Les gouvernements, en collaboration avec les parties prenantes, peuvent créer des marchés incitatifs pour les nouveaux antimicrobiens, rendant ainsi l’innovation viable et durable. Ces programmes doivent être suffisamment ambitieux pour stimuler la recherche à long terme, équitables au niveau mondial et conçus pour encourager une utilisation responsable.
L’industrie de la santé animale joue également un rôle essentiel en adoptant des mesures préventives, en se préparant aux pandémies et en formant des coalitions industrielles. À titre d’exemple, Boehringer Ingelheim s’est récemment engagé à investir 200 millions d’euros dans la lutte contre les maladies infectieuses émergentes, s’appuyant sur une stratégie globale pour combattre la RAM. Des initiatives collaboratives telles que le AUROBAC Thérapeutique, une coentreprise développant des solutions antimicrobiennes ciblées, illustrent la puissance des approches collectives. Ces efforts témoignent de la responsabilité partagée nécessaire pour lutter contre la RAM, en transformant les idées en actions concrètes.
La création d’un pipeline de recherche et développement durable et robuste pour les nouveaux antimicrobiens nécessite un alignement entre les autorités de santé publique, les organismes de réglementation, les bailleurs de fonds, les chercheurs et les partenaires industriels. Ensemble, nous devons nous concentrer sur des objectifs communs : préserver l’efficacité des médicaments existants, accélérer le développement de nouvelles solutions, explorer des moyens de réduire l’utilisation des antimicrobiens dans la pratique quotidienne et garantir l’accès aux traitements pour ceux qui en ont besoin.
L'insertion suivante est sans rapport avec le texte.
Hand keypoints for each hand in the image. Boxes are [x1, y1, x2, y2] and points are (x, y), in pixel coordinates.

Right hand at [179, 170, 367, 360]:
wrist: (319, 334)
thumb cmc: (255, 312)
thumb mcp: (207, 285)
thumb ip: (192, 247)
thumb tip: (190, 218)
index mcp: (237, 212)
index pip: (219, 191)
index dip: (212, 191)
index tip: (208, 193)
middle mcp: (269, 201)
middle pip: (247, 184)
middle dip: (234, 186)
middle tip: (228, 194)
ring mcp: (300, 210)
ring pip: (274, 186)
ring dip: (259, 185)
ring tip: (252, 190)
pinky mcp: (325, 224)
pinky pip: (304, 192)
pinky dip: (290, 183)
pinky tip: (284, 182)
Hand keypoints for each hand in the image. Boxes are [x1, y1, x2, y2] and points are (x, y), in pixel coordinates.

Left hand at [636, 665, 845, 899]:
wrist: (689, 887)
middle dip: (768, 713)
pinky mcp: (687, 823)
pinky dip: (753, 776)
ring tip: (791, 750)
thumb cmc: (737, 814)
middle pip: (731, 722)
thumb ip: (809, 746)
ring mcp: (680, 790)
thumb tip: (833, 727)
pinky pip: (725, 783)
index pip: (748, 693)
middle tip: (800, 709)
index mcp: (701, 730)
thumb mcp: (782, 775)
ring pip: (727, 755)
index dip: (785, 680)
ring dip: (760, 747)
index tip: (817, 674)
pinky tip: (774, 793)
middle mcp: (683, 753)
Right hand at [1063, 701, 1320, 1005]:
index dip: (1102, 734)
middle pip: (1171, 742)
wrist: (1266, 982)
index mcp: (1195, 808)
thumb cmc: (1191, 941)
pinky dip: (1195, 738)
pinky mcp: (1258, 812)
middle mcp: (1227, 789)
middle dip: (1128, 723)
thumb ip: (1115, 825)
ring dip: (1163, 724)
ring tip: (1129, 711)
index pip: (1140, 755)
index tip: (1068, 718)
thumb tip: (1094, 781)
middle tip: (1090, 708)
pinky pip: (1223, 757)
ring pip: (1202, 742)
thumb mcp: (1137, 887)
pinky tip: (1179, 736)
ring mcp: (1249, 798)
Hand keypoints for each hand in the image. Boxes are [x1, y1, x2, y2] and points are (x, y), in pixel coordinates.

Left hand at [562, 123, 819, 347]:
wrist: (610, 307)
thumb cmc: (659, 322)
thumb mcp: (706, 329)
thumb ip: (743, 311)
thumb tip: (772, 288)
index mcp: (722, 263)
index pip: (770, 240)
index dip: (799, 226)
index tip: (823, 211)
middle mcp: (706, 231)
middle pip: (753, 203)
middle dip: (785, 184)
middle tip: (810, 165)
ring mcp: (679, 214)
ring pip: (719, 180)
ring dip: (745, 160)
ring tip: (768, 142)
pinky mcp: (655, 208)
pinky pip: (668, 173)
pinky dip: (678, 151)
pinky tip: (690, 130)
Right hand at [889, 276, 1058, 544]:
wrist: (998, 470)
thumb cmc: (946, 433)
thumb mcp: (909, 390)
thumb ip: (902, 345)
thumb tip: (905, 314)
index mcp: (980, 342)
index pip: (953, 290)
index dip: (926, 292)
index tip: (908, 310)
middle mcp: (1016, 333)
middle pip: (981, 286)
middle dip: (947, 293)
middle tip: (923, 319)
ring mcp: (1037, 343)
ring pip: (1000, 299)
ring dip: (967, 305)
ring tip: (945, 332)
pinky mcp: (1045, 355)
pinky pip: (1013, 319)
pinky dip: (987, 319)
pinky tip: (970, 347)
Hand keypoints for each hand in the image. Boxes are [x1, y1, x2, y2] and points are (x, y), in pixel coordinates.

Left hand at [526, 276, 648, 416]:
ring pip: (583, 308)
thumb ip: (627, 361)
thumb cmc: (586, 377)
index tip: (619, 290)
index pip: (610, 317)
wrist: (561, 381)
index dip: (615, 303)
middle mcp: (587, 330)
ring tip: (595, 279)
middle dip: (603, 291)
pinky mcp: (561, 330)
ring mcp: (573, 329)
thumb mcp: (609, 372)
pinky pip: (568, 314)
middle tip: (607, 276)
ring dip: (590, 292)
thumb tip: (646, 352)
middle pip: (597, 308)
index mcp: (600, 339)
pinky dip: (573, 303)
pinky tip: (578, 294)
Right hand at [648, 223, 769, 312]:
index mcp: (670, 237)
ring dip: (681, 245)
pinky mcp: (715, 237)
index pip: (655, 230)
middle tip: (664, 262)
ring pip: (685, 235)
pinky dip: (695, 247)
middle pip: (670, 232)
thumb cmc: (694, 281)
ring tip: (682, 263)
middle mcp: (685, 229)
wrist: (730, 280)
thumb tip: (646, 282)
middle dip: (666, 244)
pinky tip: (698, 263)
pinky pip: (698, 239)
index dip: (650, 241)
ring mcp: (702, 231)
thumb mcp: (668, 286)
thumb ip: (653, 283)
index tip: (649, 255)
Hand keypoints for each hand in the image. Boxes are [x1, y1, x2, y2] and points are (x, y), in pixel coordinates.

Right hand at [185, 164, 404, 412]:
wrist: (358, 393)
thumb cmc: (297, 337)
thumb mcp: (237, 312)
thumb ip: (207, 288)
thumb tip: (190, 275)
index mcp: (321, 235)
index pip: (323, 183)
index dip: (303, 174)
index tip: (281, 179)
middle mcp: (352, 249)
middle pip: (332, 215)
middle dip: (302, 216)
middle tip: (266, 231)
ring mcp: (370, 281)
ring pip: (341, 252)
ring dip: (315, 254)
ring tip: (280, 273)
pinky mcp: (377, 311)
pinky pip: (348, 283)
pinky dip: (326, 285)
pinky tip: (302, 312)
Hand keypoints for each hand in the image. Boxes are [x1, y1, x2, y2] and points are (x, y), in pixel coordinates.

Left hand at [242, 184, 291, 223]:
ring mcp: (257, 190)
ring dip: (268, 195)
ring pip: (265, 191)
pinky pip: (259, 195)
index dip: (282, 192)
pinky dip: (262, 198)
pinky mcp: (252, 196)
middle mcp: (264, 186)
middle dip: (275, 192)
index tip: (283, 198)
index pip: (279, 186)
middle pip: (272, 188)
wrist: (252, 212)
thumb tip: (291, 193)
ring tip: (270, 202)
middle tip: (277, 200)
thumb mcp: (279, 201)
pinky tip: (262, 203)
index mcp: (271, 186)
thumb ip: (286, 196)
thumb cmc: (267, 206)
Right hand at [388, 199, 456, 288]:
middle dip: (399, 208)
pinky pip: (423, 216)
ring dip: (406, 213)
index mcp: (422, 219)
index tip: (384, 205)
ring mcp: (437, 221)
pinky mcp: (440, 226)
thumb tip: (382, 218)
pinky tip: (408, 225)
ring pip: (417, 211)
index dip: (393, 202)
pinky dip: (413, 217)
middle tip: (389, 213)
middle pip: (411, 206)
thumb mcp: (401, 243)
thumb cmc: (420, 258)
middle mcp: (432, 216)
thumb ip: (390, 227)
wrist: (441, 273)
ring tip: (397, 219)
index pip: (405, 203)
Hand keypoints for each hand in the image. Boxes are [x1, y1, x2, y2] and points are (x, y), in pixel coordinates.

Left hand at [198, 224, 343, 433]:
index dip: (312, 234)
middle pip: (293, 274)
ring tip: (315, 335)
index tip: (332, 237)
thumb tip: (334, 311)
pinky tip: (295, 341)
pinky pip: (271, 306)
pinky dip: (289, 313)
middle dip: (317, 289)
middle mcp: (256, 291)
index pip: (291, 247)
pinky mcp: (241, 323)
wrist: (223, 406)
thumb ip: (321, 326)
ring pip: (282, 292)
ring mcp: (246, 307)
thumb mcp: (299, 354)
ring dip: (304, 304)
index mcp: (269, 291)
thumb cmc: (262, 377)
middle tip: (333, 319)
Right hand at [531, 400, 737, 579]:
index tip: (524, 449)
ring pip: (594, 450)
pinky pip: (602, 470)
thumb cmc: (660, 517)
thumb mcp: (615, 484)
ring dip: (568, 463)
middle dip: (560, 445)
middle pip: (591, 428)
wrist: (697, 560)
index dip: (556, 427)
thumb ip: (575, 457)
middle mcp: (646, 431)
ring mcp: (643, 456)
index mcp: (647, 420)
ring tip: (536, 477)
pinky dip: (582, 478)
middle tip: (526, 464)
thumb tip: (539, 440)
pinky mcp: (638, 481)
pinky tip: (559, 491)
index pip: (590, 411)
Un engagement fort en faveur d’une utilisation responsable des antibiotiques, tant en santé humaine qu’en santé animale, est également essentiel. Cela est crucial pour ralentir la propagation de la résistance et préserver ces outils vitaux pour les générations futures. Les agriculteurs doivent collaborer avec les vétérinaires pour prévenir les maladies grâce à la vaccination et à la biosécurité, utiliser des tests pour guider le traitement, éviter l’utilisation systématique d’antibiotiques et partager les données sur l’utilisation des antibiotiques avec les systèmes de surveillance locaux. Les vétérinaires doivent prescrire uniquement en cas de nécessité, utiliser des tests rapides et des tests de sensibilité, choisir des médicaments à spectre étroit, réserver les antibiotiques d’importance critique et informer leurs clients tout en suivant les résultats.
Les enjeux sont considérables, mais grâce à une action coordonnée et à une responsabilité partagée, nous pouvons protéger l’avenir de la médecine.